YOUR INSTRUCTIONS
Examine the entries and show every line in which the word "Luís" is found.

[Start of section]

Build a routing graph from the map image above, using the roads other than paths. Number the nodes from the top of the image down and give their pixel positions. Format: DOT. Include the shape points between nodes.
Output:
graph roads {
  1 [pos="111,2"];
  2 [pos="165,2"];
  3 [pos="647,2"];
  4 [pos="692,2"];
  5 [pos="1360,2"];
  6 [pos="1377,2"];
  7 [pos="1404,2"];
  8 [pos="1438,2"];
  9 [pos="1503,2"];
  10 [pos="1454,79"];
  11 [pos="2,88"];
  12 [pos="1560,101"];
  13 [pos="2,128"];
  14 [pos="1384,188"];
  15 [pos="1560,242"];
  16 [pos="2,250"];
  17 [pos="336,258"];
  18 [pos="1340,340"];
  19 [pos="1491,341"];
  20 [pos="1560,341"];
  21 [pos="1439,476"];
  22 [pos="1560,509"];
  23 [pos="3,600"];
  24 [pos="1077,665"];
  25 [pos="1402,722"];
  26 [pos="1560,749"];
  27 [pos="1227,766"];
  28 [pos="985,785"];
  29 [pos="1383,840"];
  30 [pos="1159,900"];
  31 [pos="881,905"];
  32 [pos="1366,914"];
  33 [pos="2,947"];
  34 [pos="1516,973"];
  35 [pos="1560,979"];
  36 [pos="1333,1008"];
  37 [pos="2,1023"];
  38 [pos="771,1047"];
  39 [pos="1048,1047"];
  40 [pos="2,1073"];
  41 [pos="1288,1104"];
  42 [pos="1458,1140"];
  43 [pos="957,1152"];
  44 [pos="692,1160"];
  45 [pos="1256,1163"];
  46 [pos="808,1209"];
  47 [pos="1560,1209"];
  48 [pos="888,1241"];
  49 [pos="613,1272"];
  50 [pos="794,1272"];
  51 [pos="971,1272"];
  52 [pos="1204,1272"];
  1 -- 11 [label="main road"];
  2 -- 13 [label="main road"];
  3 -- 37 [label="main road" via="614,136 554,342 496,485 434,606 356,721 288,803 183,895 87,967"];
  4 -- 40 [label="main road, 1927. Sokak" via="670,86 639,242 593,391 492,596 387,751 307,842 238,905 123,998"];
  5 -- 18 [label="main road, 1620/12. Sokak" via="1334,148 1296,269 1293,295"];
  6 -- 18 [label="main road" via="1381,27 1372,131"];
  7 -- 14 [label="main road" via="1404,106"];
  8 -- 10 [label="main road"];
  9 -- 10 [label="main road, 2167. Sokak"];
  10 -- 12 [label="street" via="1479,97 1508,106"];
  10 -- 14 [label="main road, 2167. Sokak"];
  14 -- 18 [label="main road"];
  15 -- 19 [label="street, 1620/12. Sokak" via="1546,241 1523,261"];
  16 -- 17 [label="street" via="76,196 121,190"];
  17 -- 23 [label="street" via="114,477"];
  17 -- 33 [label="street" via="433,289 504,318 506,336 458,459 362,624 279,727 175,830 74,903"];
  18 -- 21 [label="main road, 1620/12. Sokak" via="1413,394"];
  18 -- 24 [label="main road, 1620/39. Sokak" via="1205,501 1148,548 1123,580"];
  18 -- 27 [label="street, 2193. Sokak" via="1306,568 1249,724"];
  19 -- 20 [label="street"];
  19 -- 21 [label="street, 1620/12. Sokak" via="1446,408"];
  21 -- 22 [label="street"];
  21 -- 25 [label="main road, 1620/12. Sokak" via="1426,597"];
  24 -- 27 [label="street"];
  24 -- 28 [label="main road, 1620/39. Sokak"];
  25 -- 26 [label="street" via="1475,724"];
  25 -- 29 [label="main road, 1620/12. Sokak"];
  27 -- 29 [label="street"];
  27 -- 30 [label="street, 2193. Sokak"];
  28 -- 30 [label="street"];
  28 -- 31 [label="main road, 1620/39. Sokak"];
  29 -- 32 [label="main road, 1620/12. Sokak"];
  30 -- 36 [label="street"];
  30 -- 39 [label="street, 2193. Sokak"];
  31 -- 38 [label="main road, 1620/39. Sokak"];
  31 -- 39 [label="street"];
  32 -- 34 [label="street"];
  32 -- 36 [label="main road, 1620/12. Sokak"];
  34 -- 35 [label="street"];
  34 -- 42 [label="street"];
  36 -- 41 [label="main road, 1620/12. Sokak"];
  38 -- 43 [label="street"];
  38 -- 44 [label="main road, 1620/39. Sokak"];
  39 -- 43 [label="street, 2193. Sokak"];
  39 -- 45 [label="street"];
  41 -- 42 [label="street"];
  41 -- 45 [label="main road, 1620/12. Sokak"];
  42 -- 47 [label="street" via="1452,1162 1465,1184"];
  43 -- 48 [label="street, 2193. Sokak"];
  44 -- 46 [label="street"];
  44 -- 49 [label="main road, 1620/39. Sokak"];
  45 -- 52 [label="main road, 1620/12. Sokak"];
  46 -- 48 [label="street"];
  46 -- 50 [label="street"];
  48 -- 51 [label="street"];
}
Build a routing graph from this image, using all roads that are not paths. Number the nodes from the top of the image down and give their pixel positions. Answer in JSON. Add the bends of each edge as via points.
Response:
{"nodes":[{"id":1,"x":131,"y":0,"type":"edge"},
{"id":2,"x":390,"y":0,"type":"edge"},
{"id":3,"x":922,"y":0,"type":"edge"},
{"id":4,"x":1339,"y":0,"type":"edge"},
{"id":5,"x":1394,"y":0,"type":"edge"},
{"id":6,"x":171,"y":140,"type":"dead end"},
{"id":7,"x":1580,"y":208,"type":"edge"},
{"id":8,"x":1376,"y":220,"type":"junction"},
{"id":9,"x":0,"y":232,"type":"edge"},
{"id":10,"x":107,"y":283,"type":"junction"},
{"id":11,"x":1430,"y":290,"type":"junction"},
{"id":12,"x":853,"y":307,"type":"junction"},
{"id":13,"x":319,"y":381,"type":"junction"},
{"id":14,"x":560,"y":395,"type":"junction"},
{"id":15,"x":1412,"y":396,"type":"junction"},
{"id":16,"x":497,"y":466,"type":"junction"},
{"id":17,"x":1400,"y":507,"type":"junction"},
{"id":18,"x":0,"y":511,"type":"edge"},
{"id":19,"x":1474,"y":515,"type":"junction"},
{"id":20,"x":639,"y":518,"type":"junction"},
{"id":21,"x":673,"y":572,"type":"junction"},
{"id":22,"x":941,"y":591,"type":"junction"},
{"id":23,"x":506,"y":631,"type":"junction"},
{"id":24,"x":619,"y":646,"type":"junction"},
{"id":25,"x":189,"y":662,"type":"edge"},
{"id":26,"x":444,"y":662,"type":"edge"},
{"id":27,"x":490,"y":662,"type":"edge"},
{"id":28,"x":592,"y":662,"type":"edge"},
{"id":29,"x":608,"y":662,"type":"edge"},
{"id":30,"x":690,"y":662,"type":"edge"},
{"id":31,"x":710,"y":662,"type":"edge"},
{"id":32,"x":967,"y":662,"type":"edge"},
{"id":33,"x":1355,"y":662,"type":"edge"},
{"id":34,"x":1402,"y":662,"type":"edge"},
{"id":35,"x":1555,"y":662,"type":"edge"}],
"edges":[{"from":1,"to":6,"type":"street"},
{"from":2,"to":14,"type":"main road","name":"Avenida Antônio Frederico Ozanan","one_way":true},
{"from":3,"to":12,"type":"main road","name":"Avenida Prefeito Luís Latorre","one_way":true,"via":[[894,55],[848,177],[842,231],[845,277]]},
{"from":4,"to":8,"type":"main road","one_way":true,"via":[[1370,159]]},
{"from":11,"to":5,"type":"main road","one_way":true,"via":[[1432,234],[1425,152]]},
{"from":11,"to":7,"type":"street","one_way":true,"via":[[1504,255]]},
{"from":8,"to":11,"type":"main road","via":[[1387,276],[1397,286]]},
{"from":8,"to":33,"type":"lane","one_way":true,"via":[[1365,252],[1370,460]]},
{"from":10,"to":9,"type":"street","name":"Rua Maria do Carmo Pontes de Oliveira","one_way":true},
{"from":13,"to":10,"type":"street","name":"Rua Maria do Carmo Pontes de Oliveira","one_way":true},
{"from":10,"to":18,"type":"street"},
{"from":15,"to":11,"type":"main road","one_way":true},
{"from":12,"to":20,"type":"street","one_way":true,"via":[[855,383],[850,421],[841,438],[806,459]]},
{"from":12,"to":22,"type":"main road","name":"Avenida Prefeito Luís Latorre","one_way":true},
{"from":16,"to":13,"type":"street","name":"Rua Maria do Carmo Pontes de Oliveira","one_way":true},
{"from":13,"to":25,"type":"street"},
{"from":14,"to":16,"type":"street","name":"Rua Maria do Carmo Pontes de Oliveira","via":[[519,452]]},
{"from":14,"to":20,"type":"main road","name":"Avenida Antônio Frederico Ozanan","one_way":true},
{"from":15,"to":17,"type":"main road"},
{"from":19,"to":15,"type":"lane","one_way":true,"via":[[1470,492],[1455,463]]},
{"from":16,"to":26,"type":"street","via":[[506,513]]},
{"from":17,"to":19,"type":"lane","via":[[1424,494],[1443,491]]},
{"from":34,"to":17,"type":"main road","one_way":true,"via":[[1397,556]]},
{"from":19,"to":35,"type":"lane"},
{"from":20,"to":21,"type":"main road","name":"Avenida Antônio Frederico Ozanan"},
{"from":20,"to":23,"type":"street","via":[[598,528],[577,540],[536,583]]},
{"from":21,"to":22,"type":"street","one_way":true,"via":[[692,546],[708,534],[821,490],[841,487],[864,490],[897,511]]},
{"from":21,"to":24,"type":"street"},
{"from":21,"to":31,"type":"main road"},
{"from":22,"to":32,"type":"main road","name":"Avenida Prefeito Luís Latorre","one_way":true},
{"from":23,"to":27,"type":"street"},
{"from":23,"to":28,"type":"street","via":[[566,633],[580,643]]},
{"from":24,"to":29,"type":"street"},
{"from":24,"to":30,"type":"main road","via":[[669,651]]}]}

[End of section]

SOLUTION FOR THIS EXERCISE
{"from":3,"to":12,"type":"main road","name":"Avenida Prefeito Luís Latorre","one_way":true,"via":[[894,55],[848,177],[842,231],[845,277]]},
{"from":12,"to":22,"type":"main road","name":"Avenida Prefeito Luís Latorre","one_way":true},
{"from":22,"to":32,"type":"main road","name":"Avenida Prefeito Luís Latorre","one_way":true},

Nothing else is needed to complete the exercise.